Women’s Hockey League Branches Out as Private Owners Step In

·4 min read

On May 26, the six-team National Women’s Hockey League announced the sale of the Metropolitan Riveters to John Boynton of BTM Partners, making the New Jersey-based team the second franchise purchased by private ownership this month. The Connecticut Whale was sold to entrepreneur Tobin Kelly, founder of equipment and apparel company Arc Hockey, on May 10. With the sales, only two teams remain without an independent ownership group.

The NWHL, which was founded as a single-entity league in 2015, still owned and operated four of its franchises until last October, when under new governance—and a new commissioner in Tyler Tumminia—the league zeroed in on its private ownership efforts. The Riveters, Whale and Buffalo Beauts, all founding franchises, as well as the Minnesota Whitecaps, the league’s first expansion team, needed individual owners. Investor group W Hockey Partners, at the time under the leadership of former commissioner Dani Rylan Kearney, was formed and took control of those franchises during a reorganization transaction with the goal of selling each to independent ownership groups.

Prior to purchasing the Riveters, BTM Partners already owned and operated the Boston Pride and Toronto Six, giving the group control of three of the league’s four privately owned teams and half the league overall. Boston, the fourth NWHL charter club, became the first independently owned franchise in 2019 when it was purchased by an investor group led by Cannon Capital managing partner Miles Arnone and BTM Partners. Toronto debuted as the league’s sixth club during the 2020-21 season as an independently owned expansion team led by BTM and Johanna Boynton following the collapse of the Canadian Women’s Hockey League.

The NWHL described the situation with BTM Partners as a “transitional period,” where the same ownership group holds more than one club, as happened with Major League Soccer in its early days. Investors like AEG and Lamar Hunt owned multiple MLS teams, decreasing their holdings when distinct owners were found. The NWHL said it is comfortable with this approach for now, hoping eventually to disperse ownership more widely over time.

Each BTM team boasts its own leader from the investor group. Arnone leads Boston, while Johanna Boynton, a former Harvard hockey captain and John Boynton’s wife, does the same with Toronto. John, who serves on the NWHL’s Board of Governors, will fulfill the role for the Riveters.

The next step is what the NWHL describes as a joint venture ownership model, wherein groups like BTM Partners, for example, would bring on local owners and investors.

“Since [October] it’s been the goal of the league and its investors to transition over time to a joint venture ownership model whereby current ownership groups of multiple teams find strong local ownership groups who believe in the NWHL and recognize the growth potential for the league and professional women’s hockey,” Tumminia said. “Through these transfers of ownership we build the strength and sustainability of our teams and also enhance the experience and environment for our athletes, which is of the utmost importance.”
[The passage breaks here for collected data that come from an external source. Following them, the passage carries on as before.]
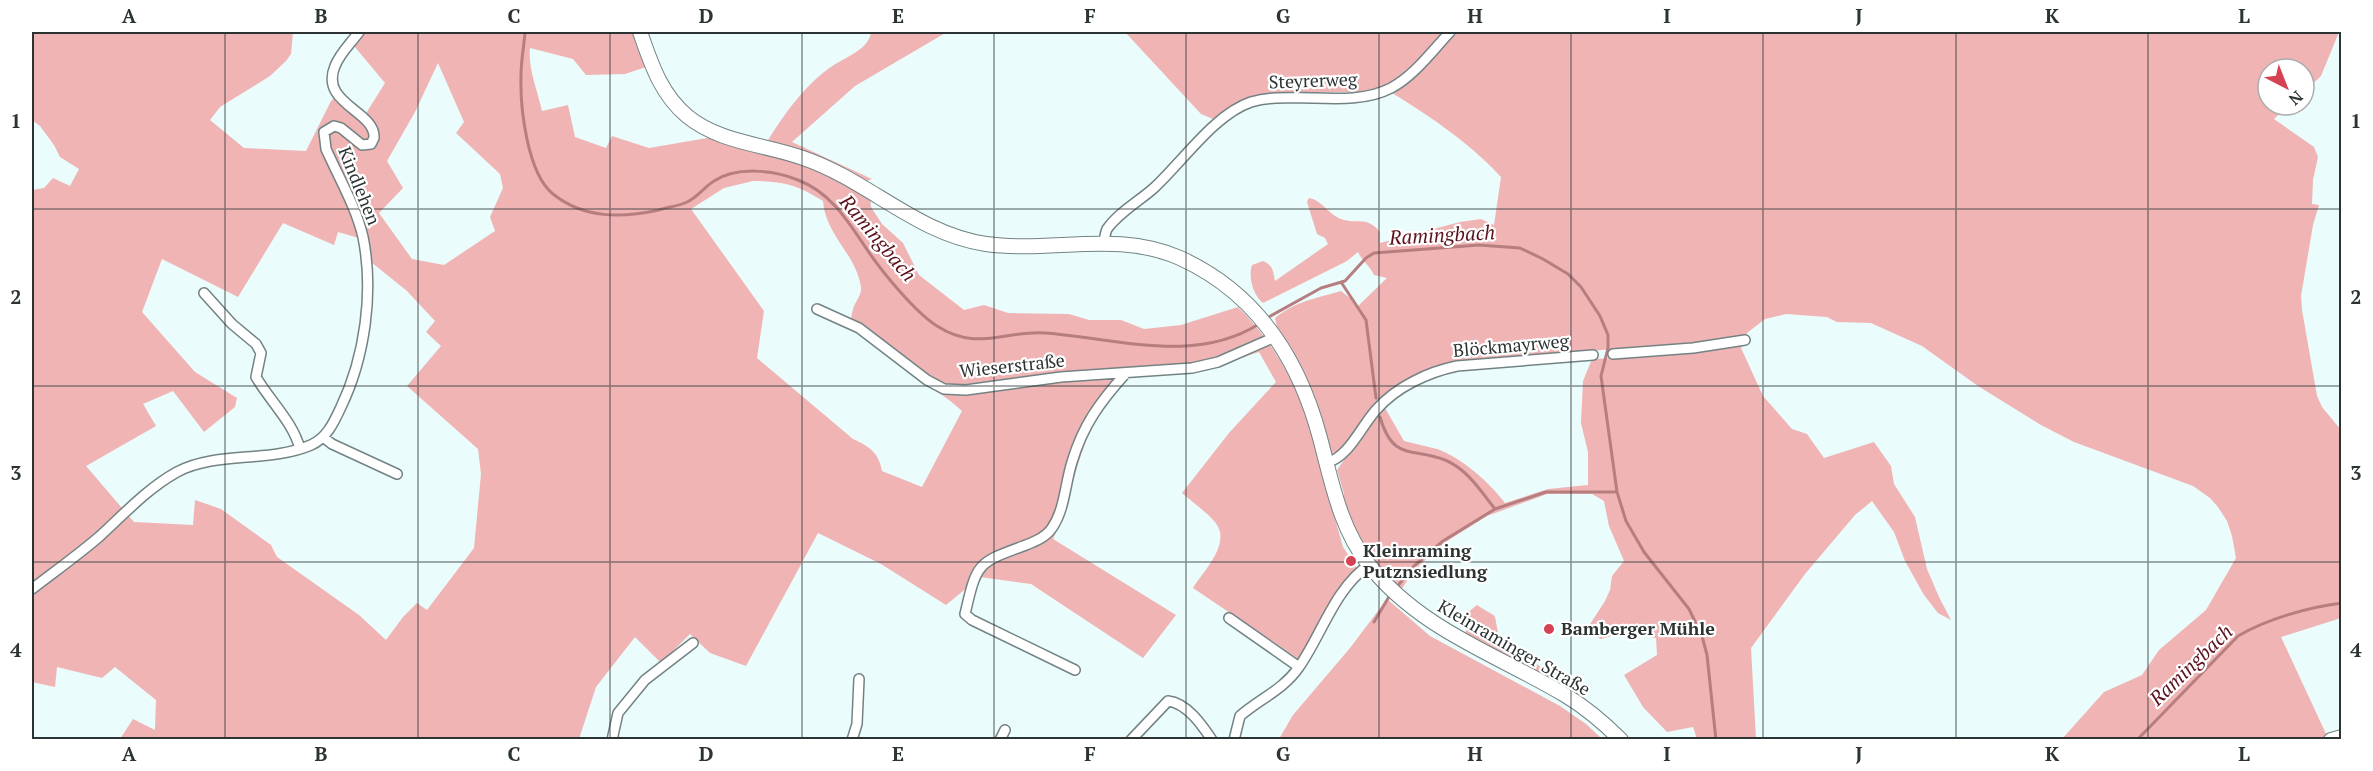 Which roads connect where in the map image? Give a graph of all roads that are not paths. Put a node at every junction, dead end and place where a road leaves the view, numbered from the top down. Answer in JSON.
{"nodes":[{"id":1,"x":360,"y":32,"type":"edge"},
{"id":2,"x":639,"y":32,"type":"edge"},
{"id":3,"x":1450,"y":32,"type":"edge"},
{"id":4,"x":1104,"y":242,"type":"junction"},
{"id":5,"x":204,"y":293,"type":"dead end"},
{"id":6,"x":817,"y":309,"type":"dead end"},
{"id":7,"x":1273,"y":334,"type":"junction"},
{"id":8,"x":1745,"y":340,"type":"dead end"},
{"id":9,"x":1613,"y":354,"type":"dead end"},
{"id":10,"x":1593,"y":355,"type":"dead end"},
{"id":11,"x":1126,"y":373,"type":"junction"},
{"id":12,"x":323,"y":437,"type":"junction"},
{"id":13,"x":300,"y":449,"type":"junction"},
{"id":14,"x":1326,"y":463,"type":"junction"},
{"id":15,"x":397,"y":474,"type":"dead end"},
{"id":16,"x":1369,"y":565,"type":"junction"},
{"id":17,"x":32,"y":589,"type":"edge"},
{"id":18,"x":1228,"y":618,"type":"dead end"},
{"id":19,"x":693,"y":643,"type":"dead end"},
{"id":20,"x":1299,"y":667,"type":"junction"},
{"id":21,"x":1075,"y":670,"type":"dead end"},
{"id":22,"x":859,"y":679,"type":"dead end"},
{"id":23,"x":1005,"y":730,"type":"dead end"},
{"id":24,"x":2342,"y":737,"type":"edge"},
{"id":25,"x":612,"y":740,"type":"edge"},
{"id":26,"x":852,"y":740,"type":"edge"},
{"id":27,"x":1000,"y":740,"type":"edge"},
{"id":28,"x":1131,"y":740,"type":"edge"},
{"id":29,"x":1212,"y":740,"type":"edge"},
{"id":30,"x":1234,"y":740,"type":"edge"},
{"id":31,"x":1621,"y":740,"type":"edge"},
{"id":32,"x":2331,"y":740,"type":"edge"}],
"edges":[{"from":1,"to":12,"type":"street","name":"Kindlehen"},
{"from":2,"to":4,"type":"main road","name":"Kleinraminger Straße"},
{"from":3,"to":4,"type":"street","name":"Steyrerweg"},
{"from":4,"to":7,"type":"main road","name":"Kleinraminger Straße"},
{"from":5,"to":13,"type":"street"},
{"from":6,"to":11,"type":"street","name":"Wieserstraße"},
{"from":7,"to":11,"type":"street","name":"Wieserstraße"},
{"from":7,"to":14,"type":"main road","name":"Kleinraminger Straße"},
{"from":8,"to":9,"type":"street"},
{"from":10,"to":14,"type":"street","name":"Blöckmayrweg"},
{"from":11,"to":21,"type":"street"},
{"from":12,"to":13,"type":"street"},
{"from":12,"to":15,"type":"street"},
{"from":13,"to":17,"type":"street"},
{"from":14,"to":16,"type":"main road","name":"Kleinraminger Straße"},
{"from":16,"to":20,"type":"street"},
{"from":16,"to":31,"type":"main road","name":"Kleinraminger Straße"},
{"from":18,"to":20,"type":"street"},
{"from":19,"to":25,"type":"street"},
{"from":20,"to":30,"type":"street"},
{"from":22,"to":26,"type":"street"},
{"from":23,"to":27,"type":"street"},
{"from":24,"to":32,"type":"main road"},
{"from":28,"to":29,"type":"street"}]}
The end goal, however, is single franchise ownership groups—something Boynton and BTM Partners support.

“In time we will be divesting ownership of these teams [Boston, Toronto and Metropolitan], such that BTM someday will just have one team,” Boynton said during a press conference. “During this transition to ensure that all of the teams have the support they need, this is the strategy the league has taken.”

The push was part of a broader effort to broaden the league’s financial base, efforts that Tumminia has doubled down on in her role. The NWHL’s recently completed sixth season set records in terms of league sponsorship and broadcast support, bringing on major partners like credit card provider Discover, alongside longtime supporter Dunkin’ Donuts. The league is thus increasingly optimistic about its financial stability, especially given the recent team sales.

Entering its seventh season, the league announced its salary cap would double to $300,000 per team for 2021-2022.

With the Whale and the Riveters under new ownership, W Hockey Partners continues to own and operate the Buffalo Beauts and Minnesota Whitecaps. The NWHL said plans for Buffalo and Minnesota ultimately rest with the W Hockey Partners ownership group.

“This transfer of ownership is another step forward for the NWHL and continues the model our investors desire of having great ownership for the teams and to transition out of team operations,” W Hockey Partners president Andy Scurto said in a statement around the sale of the Riveters. “We all share the same goals of building the premier professional women’s hockey league in North America and are eager to help carry the momentum that last season generated.”